Taiwan private offerings

Regulations are in place permitting private offerings of offshore funds to be made to (i) banks, securities firms, trust companies, insurance companies or such other legal persons or organisations as may be approved by the supervising authority, where the number of offerings are unlimited; and (ii) such natural persons, legal persons or funds that meet conditions prescribed by the supervising authority, the persons to which a private offer is made under this second limb not to exceed 35 in number.

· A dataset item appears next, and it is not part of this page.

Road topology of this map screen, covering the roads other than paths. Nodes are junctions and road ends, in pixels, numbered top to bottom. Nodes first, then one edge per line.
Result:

In (ii) above, a "natural person" means (a) an individual who has net assets exceeding NT$10 million in value or an individual whose net assets when combined with his/her spouse exceed NT$1.5 million per annum or whose income during the past 2 years, when combined with his/her spouse's income during the past 2 years, exceeds NT$2 million. A "legal person or fund" would need to have a total assets exceed NT$50 million in value or a trust created pursuant to a trust deed and holding assets in excess of NY$50 million in value. The relevant regulations also impose an obligation on the offshore fund entity to conduct due diligence on its potential investors and obtain sufficient evidence from such investors in order to certify to the supervising authority that such investors are qualified investors.

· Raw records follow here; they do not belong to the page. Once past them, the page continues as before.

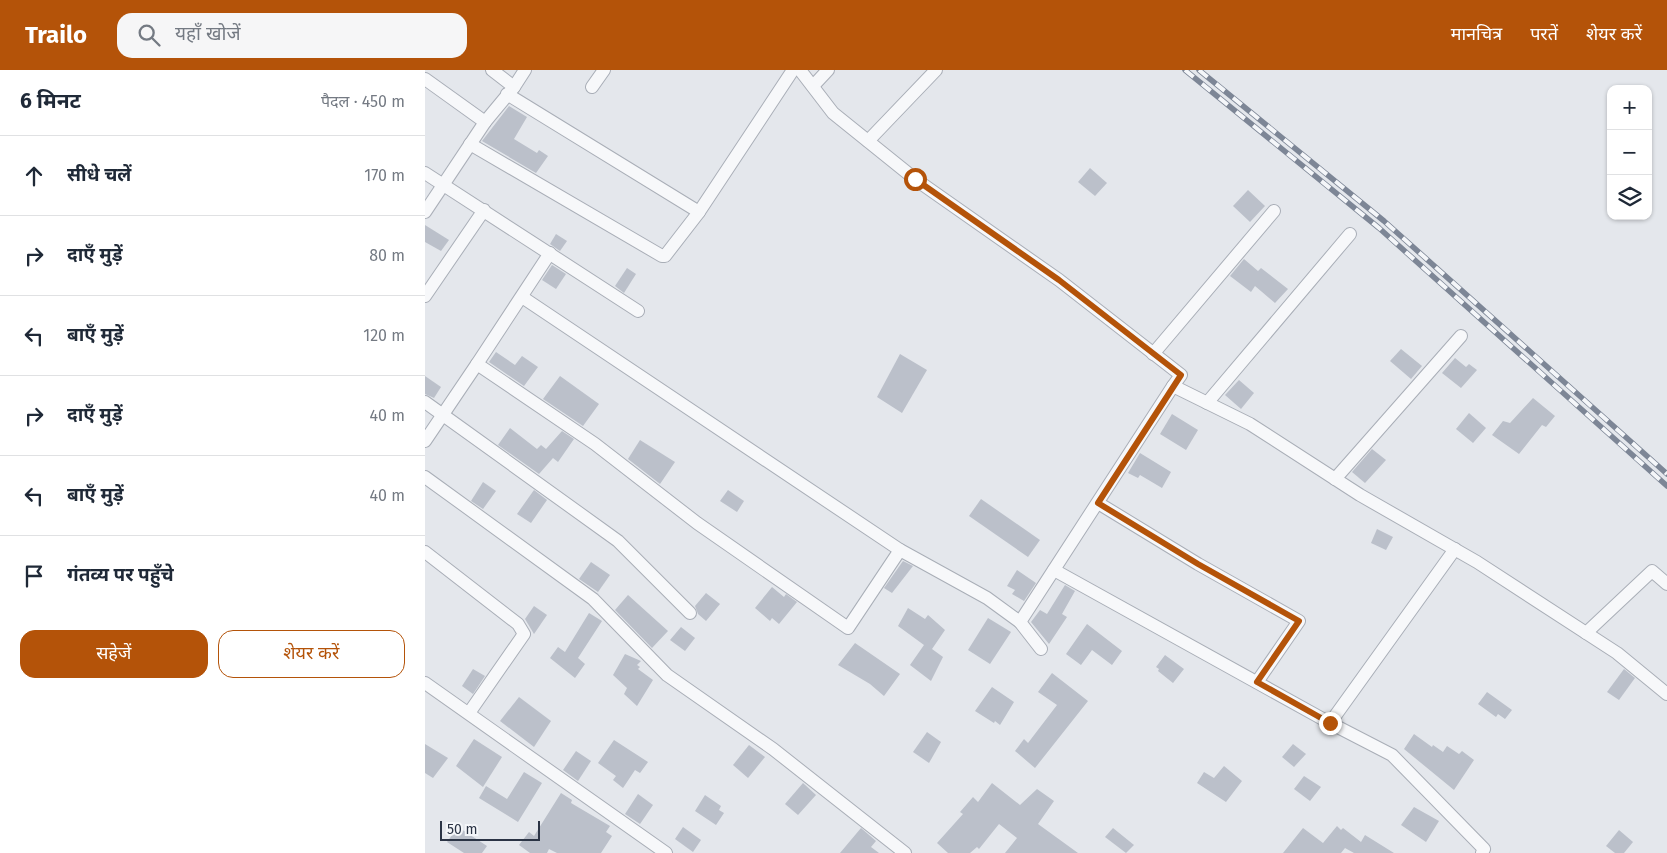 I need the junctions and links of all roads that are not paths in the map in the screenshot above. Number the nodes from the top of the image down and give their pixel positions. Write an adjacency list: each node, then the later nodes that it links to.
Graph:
1 (492, 70): 11 (street)
2 (525, 70): 11 (street)
3 (604, 70): 10 (street)
4 (793, 70): 20 (street)
5 (800, 70): 9 (street)
6 (828, 70): 9 (street)
7 (936, 70): 13 (street)
8 (425, 79): 12 (street)
9 (813, 86): 13 (street)
10 (592, 87)
11 (511, 91): 12 (street); 20 (street)
12 (485, 122): 14 (street)
13 (868, 141): 27 (street)
14 (470, 144): 16 (street); 20 (street)
15 (425, 173): 16 (street)
16 (444, 183): 17 (street); 19 (street)
17 (484, 210): 22 (street); 23 (street)
18 (1274, 211): 27 (street)
19 (425, 212)
20 (699, 212)
21 (1350, 234): 31 (street)
22 (550, 253): 24 (street); 25 (street)
23 (425, 296)
24 (522, 297): 28 (street); 38 (street)
25 (638, 310)
26 (1461, 336): 35 (street)
27 (1153, 354): 29 (street)
28 (477, 364): 32 (street); 38 (street)
29 (1173, 386): 31 (street); 36 (street)
30 (425, 402): 32 (street)
31 (1207, 403): 35 (street)
32 (442, 414): 33 (street); 42 (street)
33 (425, 441)
34 (425, 477): 53 (street)
35 (1335, 479): 37 (street)
36 (1098, 503): 40 (street); 46 (street)
37 (1455, 549): 44 (street); 50 (street)
38 (900, 550): 43 (street)
39 (425, 552): 49 (street)
40 (1054, 570): 43 (street); 46 (street)
41 (1667, 584): 44 (street)
42 (690, 613)
43 (1020, 622): 45 (street)
44 (1586, 633): 48 (street)
45 (1041, 648)
46 (1257, 682): 50 (street)
47 (425, 683): 49 (street)
48 (1667, 694)
49 (469, 713): 52 (street)
50 (1330, 723): 51 (street)
51 (1485, 852)
52 (666, 853)
53 (905, 853)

There are two ways to conduct a private placement of an offshore fund in Taiwan. The first way is for the offshore fund entity to conduct the private placement by itself. Alternatively, the offshore fund entity may engage a local bank, a trust company, a securities firm, a securities investment trust enterprise or a securities investment consulting enterprise as its agent for the purpose of conducting the private placement (i.e. through a local agent).

The practical difference between an offshore fund entity conducting the private placement by itself and engaging a local agent to conduct the private placement is evident in two areas, namely: (a) foreign exchange implications on the investors' investments; and (b) who submits the required filings to the supervising authority. A filing must be made to the Securities Investment Trust & Consulting Association with a copy to the Central Bank within 5 days after the initial closing of the offshore fund entity. Any changes in the investors and /or their investment amount after the initial closing should be documented in a variations report and must be filed with the authority by the 5th day of the month immediately following the month in which a change took place.